→ **Entries taken from a collection**
==*==

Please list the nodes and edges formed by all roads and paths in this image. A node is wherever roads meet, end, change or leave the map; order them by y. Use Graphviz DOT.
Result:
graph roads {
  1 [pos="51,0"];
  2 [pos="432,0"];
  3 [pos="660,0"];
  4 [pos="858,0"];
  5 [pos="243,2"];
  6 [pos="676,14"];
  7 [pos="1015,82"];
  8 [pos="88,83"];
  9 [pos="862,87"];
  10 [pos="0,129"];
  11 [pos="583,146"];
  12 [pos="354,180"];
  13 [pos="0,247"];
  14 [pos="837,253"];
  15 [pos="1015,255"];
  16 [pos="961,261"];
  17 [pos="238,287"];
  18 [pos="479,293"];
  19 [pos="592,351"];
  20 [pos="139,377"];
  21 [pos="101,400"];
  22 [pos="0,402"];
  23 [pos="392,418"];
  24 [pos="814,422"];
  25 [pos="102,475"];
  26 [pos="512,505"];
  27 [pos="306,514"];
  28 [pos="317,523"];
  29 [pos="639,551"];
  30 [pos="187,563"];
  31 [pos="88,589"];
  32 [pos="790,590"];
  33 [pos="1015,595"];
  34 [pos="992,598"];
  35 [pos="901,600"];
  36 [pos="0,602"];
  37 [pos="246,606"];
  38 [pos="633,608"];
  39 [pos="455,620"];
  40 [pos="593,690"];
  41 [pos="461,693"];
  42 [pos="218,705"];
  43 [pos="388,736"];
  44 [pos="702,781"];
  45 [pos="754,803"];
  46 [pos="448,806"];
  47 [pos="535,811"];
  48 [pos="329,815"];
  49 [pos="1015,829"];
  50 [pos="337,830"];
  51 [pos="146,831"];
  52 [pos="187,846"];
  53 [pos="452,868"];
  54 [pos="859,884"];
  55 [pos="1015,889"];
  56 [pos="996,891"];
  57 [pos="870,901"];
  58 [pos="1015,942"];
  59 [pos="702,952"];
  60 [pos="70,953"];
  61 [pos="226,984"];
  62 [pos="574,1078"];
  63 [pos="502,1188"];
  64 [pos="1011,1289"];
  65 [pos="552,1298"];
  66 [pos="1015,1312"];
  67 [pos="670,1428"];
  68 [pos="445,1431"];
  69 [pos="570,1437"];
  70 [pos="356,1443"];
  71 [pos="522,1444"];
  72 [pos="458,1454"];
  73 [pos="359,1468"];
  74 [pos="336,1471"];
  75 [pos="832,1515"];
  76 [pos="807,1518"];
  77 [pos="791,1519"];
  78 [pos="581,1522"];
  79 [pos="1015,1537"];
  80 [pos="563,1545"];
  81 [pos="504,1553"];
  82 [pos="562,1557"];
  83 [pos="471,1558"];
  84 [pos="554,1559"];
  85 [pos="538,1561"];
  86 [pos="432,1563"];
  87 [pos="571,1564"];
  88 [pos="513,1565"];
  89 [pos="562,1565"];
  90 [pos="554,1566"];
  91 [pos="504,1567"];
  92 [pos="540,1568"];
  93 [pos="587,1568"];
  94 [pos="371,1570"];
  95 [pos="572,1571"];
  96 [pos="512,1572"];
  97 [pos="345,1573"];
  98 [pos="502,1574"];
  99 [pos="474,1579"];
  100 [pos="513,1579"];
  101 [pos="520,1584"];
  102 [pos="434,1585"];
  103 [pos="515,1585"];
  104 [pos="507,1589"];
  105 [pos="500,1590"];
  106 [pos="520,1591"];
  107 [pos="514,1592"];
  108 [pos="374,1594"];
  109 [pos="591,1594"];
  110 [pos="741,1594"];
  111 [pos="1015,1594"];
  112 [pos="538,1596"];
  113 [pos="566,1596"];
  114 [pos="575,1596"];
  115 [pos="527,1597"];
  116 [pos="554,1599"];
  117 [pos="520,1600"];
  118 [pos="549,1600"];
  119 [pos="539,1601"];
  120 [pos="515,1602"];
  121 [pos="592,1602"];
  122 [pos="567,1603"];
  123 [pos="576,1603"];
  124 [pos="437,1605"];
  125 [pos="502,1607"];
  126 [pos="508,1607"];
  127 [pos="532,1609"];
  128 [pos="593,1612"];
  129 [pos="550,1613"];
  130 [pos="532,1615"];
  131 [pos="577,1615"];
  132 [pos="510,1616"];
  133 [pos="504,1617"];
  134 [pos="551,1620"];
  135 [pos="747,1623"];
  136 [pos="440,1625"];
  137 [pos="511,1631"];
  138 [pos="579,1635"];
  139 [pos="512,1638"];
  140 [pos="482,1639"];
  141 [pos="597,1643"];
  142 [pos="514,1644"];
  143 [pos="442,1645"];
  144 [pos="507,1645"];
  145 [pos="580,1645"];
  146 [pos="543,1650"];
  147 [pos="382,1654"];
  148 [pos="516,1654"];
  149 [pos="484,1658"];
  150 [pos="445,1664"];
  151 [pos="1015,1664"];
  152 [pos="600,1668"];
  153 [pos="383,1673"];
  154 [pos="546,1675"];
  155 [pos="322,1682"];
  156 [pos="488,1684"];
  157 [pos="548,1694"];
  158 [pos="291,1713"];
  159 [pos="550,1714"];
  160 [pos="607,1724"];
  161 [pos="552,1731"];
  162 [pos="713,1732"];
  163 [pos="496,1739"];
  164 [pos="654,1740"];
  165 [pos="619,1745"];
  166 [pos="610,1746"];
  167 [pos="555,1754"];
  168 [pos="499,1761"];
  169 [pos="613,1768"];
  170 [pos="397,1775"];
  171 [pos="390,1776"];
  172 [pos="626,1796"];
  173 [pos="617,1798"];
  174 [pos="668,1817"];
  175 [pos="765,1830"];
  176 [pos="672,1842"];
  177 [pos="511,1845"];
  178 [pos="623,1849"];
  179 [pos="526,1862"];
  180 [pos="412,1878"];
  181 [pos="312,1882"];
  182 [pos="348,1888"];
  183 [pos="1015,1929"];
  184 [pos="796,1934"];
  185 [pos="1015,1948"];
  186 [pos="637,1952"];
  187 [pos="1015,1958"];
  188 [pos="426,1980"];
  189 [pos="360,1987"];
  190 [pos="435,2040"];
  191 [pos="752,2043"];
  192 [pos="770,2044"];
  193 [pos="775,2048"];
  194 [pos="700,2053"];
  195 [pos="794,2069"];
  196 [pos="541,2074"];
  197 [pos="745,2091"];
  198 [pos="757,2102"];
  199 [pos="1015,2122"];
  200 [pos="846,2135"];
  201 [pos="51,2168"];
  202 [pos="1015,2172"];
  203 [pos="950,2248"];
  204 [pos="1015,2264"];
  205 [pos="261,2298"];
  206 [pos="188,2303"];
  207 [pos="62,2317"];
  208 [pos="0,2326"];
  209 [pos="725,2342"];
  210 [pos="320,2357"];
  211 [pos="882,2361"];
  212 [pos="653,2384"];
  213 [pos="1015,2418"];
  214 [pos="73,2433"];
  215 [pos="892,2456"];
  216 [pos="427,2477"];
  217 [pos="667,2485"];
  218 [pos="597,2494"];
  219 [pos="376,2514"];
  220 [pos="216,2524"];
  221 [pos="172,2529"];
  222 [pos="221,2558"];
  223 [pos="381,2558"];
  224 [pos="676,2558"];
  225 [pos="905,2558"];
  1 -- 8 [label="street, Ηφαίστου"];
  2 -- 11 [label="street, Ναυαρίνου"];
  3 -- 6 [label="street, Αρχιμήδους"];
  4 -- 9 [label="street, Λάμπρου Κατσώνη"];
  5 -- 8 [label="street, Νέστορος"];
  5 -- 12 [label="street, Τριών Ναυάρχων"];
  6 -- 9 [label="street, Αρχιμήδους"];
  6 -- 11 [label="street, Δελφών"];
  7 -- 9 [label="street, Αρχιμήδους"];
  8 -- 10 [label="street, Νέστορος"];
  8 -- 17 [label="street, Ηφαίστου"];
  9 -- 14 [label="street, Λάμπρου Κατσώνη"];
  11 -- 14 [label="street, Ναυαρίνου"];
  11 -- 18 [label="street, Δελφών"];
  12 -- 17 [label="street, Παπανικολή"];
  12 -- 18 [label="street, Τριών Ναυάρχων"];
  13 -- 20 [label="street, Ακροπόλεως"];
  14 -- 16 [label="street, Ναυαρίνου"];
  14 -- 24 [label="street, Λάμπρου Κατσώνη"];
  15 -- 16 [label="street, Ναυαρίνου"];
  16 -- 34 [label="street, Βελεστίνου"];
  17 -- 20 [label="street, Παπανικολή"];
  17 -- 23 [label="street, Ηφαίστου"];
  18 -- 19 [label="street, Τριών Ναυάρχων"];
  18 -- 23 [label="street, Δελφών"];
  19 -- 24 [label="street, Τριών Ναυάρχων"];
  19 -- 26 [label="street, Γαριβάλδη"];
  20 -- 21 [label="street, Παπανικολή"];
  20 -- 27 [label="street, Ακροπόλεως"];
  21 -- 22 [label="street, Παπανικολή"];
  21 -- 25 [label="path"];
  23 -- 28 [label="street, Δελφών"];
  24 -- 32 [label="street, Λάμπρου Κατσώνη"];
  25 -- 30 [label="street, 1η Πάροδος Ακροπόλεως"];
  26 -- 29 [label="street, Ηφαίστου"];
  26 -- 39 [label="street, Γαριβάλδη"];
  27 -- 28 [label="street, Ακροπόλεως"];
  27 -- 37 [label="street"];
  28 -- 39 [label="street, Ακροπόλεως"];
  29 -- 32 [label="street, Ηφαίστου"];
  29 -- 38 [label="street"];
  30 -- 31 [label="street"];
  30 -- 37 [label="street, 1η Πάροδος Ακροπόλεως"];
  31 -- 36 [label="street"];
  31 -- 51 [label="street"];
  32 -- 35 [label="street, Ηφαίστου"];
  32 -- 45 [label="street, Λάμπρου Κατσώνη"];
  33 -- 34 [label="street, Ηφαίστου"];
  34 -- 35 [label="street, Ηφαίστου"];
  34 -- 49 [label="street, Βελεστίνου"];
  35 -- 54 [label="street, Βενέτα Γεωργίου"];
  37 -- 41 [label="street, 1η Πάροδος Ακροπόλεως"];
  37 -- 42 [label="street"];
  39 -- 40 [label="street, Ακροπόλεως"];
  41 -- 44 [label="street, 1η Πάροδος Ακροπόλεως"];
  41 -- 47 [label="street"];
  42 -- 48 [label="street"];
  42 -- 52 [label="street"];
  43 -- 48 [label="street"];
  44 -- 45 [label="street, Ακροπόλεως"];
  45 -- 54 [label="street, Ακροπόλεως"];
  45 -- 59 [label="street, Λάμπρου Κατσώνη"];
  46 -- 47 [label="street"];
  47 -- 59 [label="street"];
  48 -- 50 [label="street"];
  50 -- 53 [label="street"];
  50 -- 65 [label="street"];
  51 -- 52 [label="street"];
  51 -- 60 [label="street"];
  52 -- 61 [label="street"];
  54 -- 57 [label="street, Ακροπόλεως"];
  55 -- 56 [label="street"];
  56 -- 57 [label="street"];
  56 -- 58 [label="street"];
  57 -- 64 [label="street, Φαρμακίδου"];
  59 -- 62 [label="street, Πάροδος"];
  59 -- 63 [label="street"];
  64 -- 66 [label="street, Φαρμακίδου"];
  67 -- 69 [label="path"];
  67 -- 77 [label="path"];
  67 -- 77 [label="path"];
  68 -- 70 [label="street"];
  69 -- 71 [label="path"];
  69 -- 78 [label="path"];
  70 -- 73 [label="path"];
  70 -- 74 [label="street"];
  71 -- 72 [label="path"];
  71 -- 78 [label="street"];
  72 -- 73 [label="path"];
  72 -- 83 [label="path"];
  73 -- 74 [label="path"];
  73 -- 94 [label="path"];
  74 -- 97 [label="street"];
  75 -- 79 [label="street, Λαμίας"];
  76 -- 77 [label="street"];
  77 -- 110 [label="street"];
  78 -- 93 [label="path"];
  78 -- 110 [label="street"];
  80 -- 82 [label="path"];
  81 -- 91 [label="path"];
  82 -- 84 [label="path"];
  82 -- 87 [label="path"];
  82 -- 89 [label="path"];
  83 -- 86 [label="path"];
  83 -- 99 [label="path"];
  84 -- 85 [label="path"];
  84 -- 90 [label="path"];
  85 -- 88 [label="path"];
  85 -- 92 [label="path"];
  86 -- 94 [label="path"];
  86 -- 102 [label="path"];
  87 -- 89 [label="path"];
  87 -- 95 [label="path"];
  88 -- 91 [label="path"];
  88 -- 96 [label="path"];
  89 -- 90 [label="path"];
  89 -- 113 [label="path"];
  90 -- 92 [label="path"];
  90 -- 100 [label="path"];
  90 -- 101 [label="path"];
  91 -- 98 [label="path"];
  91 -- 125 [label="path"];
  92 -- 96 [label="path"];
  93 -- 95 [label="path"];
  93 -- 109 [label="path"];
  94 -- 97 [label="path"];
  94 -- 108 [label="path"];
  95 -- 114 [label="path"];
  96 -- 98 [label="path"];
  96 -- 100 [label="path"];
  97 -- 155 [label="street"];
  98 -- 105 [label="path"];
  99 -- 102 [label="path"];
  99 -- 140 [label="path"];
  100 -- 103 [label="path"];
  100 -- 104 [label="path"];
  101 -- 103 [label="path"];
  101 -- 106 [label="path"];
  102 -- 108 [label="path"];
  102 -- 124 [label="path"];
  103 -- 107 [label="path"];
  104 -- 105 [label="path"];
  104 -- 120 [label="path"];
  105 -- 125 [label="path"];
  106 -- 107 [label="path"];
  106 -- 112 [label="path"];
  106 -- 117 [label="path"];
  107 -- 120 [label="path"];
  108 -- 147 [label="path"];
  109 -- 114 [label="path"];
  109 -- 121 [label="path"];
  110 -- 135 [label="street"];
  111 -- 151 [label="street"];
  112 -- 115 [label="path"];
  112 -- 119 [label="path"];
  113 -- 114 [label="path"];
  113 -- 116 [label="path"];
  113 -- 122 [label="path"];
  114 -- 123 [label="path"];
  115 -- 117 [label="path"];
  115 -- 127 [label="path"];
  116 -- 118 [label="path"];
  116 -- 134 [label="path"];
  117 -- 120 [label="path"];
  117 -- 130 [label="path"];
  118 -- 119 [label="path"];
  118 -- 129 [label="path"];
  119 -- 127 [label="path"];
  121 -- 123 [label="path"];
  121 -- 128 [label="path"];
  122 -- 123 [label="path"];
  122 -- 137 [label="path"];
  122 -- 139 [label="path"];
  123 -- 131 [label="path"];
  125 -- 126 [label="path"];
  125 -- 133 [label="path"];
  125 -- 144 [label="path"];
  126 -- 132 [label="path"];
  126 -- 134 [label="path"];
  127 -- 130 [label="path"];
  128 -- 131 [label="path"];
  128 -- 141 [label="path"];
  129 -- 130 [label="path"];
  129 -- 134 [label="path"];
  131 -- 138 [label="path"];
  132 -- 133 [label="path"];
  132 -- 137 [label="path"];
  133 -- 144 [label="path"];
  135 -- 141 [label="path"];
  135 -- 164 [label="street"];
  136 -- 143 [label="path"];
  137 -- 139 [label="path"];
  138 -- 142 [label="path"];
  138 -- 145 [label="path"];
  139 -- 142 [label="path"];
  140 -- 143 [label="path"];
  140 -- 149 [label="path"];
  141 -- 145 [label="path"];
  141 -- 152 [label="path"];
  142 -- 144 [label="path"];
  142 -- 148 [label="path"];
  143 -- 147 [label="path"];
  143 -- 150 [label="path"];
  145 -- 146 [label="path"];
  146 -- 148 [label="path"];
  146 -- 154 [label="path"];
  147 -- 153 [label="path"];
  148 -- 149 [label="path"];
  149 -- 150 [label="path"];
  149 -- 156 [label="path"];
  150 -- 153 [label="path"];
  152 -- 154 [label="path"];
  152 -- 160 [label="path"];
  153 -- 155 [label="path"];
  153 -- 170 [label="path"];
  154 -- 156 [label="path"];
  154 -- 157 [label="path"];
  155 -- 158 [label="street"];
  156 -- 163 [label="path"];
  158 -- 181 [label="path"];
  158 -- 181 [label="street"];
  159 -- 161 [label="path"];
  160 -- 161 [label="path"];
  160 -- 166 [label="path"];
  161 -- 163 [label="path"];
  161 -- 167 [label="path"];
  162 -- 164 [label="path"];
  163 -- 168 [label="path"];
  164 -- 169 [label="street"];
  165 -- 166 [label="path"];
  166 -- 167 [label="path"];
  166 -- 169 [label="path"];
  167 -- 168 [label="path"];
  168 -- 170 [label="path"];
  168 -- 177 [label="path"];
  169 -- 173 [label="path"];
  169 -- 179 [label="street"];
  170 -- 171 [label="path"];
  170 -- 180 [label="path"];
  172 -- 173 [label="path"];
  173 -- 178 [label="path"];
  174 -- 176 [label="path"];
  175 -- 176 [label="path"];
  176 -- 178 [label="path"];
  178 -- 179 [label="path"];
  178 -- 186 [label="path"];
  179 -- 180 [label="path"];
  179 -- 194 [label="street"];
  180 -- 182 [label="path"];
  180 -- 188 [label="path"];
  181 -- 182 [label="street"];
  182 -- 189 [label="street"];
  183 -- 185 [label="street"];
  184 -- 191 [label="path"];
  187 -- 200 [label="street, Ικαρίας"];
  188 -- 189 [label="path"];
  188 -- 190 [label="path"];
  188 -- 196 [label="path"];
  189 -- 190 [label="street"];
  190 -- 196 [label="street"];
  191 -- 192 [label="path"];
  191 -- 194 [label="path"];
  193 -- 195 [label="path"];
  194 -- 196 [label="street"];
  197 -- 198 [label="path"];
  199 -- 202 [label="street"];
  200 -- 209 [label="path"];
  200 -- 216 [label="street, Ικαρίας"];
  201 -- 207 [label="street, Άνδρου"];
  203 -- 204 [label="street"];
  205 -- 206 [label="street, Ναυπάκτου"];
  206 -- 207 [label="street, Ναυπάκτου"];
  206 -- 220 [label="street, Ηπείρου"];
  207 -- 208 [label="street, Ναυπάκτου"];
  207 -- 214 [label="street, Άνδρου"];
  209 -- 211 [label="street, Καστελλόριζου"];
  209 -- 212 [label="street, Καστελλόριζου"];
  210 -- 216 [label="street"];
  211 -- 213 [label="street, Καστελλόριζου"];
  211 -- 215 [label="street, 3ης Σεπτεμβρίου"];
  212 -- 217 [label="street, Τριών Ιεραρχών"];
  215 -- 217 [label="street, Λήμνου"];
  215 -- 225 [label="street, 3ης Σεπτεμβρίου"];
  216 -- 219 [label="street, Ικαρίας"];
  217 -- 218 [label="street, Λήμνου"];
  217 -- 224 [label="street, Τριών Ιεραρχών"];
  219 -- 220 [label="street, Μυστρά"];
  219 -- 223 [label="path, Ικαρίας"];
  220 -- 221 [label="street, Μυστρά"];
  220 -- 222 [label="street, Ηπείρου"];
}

==*==

→ **Work request**
The word to find is "Νέστορος". Copy every line of the data that holds it.

→ **Solution to the problem**
  5 -- 8 [label="street, Νέστορος"];
  8 -- 10 [label="street, Νέστορος"];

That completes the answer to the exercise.